脊髄損傷
概要
脊髄損傷は外傷などにより脊髄が損傷され、運動・感覚障害や自律神経障害を生じる疾患。発症直後は脊髄ショックによる弛緩性麻痺、その後に痙性麻痺へ移行する。損傷高位や重症度により症状や予後が大きく異なる。
要点
- 脊髄の外傷性または非外傷性損傷で運動・感覚障害をきたす
- 急性期は脊髄ショック、慢性期は痙性麻痺や自律神経障害
- 高位損傷では呼吸障害や循環障害にも注意が必要
病態・原因
主な原因は交通事故や転落、スポーツ外傷などによる外傷性損傷である。まれに腫瘍や血管障害、感染症など非外傷性の原因もある。損傷部位により障害される神経機能が異なる。
主症状・身体所見
損傷高位以下の運動麻痺、感覚障害、自律神経障害(排尿・排便障害、発汗異常など)が出現する。急性期は弛緩性麻痺(脊髄ショック)、慢性期は痙性麻痺となる。
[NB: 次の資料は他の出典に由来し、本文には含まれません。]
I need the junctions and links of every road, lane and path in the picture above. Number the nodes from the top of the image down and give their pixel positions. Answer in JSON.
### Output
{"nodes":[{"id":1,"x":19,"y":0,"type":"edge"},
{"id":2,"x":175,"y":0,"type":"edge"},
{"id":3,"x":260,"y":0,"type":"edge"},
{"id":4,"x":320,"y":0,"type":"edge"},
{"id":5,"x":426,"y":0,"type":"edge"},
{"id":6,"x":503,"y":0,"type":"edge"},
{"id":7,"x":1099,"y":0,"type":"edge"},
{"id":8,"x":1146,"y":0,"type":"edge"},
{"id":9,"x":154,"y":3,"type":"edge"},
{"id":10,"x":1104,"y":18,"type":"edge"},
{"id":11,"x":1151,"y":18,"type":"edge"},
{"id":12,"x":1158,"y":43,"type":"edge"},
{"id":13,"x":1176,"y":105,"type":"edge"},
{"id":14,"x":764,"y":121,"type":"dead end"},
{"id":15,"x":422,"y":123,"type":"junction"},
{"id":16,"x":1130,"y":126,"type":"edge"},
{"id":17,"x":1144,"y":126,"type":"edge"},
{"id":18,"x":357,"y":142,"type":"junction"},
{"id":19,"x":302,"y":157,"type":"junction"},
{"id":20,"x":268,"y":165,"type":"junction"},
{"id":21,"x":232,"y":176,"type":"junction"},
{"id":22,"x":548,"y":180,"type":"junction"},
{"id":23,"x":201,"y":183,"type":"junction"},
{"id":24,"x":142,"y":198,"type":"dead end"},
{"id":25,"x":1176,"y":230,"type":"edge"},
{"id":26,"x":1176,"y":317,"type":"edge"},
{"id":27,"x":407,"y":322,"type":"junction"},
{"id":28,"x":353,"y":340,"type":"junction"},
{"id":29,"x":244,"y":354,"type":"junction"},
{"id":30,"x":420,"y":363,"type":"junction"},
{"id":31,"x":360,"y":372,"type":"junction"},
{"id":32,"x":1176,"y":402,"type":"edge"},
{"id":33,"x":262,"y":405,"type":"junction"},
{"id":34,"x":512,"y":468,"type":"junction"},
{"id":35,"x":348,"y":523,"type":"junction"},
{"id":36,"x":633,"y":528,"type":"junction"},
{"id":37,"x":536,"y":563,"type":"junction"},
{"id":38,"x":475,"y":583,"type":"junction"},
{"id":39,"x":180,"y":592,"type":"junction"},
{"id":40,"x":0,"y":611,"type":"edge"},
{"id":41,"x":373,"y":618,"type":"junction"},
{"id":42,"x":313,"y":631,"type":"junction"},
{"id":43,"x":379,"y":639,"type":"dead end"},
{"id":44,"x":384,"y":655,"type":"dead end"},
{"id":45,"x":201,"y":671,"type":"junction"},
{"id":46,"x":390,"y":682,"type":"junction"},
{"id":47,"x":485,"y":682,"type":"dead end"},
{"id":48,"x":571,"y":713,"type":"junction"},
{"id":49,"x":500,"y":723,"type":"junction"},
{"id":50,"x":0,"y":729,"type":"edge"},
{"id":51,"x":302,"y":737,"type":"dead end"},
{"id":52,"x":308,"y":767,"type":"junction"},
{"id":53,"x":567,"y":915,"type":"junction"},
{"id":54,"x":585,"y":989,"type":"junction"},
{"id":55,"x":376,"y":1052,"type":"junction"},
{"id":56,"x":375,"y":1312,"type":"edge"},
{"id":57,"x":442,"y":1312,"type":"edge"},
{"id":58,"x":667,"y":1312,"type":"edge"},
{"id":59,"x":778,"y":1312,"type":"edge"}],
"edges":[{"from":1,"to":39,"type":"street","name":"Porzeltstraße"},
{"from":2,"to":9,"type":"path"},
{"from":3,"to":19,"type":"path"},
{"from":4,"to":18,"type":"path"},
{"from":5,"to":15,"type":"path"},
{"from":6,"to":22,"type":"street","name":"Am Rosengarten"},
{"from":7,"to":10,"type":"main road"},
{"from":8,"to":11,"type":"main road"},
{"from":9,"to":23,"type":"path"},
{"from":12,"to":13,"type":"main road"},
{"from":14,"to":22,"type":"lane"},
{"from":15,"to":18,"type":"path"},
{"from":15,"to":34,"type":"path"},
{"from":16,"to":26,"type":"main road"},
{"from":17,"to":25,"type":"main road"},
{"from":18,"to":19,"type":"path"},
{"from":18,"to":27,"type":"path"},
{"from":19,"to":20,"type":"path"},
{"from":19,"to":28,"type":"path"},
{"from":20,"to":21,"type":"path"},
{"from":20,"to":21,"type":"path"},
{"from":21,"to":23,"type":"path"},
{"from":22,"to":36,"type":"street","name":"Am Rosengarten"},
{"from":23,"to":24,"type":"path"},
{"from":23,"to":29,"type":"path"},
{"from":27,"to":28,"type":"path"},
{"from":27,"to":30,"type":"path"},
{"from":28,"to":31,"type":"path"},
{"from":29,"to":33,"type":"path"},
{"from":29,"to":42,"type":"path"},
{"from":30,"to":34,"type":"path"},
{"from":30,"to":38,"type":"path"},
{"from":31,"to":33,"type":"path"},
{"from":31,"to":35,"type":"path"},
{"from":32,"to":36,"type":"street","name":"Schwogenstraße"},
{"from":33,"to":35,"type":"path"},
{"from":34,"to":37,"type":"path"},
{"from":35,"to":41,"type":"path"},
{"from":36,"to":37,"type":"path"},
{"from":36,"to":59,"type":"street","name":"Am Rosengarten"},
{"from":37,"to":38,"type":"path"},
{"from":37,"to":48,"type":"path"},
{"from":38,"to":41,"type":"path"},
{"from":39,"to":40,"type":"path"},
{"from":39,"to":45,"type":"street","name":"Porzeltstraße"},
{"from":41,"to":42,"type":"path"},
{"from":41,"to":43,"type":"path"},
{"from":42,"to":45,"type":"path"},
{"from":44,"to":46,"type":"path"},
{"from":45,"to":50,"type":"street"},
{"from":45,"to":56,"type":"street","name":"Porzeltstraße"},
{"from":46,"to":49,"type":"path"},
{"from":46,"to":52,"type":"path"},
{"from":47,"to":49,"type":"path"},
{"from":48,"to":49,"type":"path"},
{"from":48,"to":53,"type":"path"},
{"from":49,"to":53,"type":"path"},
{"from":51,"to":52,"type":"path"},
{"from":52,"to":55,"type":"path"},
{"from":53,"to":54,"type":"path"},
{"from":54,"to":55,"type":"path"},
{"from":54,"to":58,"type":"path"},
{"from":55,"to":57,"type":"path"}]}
完全損傷と不全損傷で症状が異なる。
検査・診断
| 検査 | 所見 | 補足 |
|---|---|---|
| MRI | 脊髄の圧迫・損傷像 | 高位・範囲の特定に有用 |
| CT | 骨折や骨片の評価 | 骨性損傷の有無を確認 |
| 神経学的診察 | 運動・感覚障害の分布 | 損傷高位・重症度の判定 |
MRIで脊髄の損傷範囲や圧迫所見を評価し、CTで骨折や骨片の有無を確認する。神経学的診察により損傷高位や完全・不全損傷の判定を行う。ASIA分類などの診断基準も活用される。
治療
- 第一選択:脊髄の安静保持、早期除圧手術(適応例)、循環・呼吸管理
- 補助療法:リハビリテーション、対症療法(排尿管理、褥瘡予防など)
- 注意点:早期離床、合併症(肺塞栓、感染、褥瘡など)予防
鑑別・比較
| 疾患 | 見分けるキーポイント | 検査差異 |
|---|---|---|
| 脊柱・脊椎骨折 | 骨性損傷優位、神経症状軽度 | 画像で骨折・転位中心 |
| 脊髄腫瘍 | 徐々に進行、非外傷性 | MRIで腫瘍性病変 |
| 脊髄炎 | 発熱や炎症所見を伴う | 髄液検査で炎症所見 |
補足事項
受傷直後からの全身管理が予後を左右する。高位損傷では呼吸管理が必須となり、慢性期にはリハビリと社会復帰支援が重要。二次損傷の予防も治療の柱となる。